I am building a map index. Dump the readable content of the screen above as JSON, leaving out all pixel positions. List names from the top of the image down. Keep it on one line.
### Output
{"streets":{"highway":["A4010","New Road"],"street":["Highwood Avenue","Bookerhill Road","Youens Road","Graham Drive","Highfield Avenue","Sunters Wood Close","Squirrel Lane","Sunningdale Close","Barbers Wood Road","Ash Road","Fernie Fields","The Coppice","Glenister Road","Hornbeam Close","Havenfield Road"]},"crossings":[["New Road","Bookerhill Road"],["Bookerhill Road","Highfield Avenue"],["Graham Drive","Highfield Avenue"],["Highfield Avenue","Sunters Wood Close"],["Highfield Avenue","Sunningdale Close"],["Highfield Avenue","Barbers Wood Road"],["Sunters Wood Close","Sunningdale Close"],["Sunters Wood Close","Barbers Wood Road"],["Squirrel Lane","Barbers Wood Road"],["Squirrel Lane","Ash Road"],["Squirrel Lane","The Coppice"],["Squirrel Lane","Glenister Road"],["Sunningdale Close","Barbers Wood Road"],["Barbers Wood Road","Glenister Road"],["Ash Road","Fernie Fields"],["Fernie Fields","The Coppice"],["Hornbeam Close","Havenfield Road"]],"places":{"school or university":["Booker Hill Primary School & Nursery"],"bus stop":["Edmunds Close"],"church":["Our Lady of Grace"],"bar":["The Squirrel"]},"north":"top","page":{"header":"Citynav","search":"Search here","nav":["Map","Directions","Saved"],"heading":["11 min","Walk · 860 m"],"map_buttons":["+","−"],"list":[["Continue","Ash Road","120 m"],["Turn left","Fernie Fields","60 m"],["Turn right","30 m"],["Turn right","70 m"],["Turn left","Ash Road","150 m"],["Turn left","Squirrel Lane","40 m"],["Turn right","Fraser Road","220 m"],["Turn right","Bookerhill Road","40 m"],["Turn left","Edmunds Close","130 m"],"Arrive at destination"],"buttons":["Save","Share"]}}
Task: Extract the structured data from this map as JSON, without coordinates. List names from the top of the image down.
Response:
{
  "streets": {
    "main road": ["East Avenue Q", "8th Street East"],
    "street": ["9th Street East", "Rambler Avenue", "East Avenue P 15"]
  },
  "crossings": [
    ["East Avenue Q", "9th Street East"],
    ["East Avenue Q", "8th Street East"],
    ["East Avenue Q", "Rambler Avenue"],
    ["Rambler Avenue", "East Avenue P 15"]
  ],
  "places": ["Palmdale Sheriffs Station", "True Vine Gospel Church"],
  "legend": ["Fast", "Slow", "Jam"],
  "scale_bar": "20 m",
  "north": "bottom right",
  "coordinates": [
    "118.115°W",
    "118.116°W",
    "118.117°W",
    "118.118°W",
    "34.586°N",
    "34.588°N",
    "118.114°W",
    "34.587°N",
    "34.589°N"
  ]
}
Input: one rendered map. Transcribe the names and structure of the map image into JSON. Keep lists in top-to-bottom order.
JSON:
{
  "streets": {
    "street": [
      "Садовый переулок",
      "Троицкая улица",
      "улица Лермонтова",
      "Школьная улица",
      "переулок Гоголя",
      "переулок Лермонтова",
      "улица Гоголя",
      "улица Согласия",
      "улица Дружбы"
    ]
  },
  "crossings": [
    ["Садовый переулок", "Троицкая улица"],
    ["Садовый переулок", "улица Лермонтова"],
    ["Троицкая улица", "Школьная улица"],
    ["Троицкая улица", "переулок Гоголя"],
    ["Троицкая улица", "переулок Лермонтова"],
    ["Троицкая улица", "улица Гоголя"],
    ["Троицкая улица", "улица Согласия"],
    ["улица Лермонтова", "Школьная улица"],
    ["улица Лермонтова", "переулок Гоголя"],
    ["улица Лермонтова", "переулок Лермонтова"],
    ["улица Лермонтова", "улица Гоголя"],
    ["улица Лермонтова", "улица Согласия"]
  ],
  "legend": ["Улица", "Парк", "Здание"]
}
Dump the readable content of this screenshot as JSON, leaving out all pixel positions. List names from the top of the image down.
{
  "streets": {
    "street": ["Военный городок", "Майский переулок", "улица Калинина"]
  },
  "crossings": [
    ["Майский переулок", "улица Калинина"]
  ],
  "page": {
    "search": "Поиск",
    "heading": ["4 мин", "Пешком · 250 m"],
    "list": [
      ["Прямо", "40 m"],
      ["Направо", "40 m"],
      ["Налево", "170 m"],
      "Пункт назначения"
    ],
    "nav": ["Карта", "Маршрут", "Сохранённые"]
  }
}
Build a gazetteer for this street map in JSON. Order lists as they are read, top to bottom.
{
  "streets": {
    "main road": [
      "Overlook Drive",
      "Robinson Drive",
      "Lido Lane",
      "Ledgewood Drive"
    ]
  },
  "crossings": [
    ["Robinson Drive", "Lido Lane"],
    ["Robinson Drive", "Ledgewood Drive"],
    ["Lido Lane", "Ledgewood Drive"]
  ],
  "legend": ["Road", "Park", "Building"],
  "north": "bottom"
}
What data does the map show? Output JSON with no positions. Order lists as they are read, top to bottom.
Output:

> **What you need to do**: Only lines holding "data" are wanted; copy all of them from the listing.

> **Your solution**:
Task: Extract the structured data from this map as JSON, without coordinates. List names from the top of the image down.
What data does the map show? Output JSON with no positions. Order lists as they are read, top to bottom.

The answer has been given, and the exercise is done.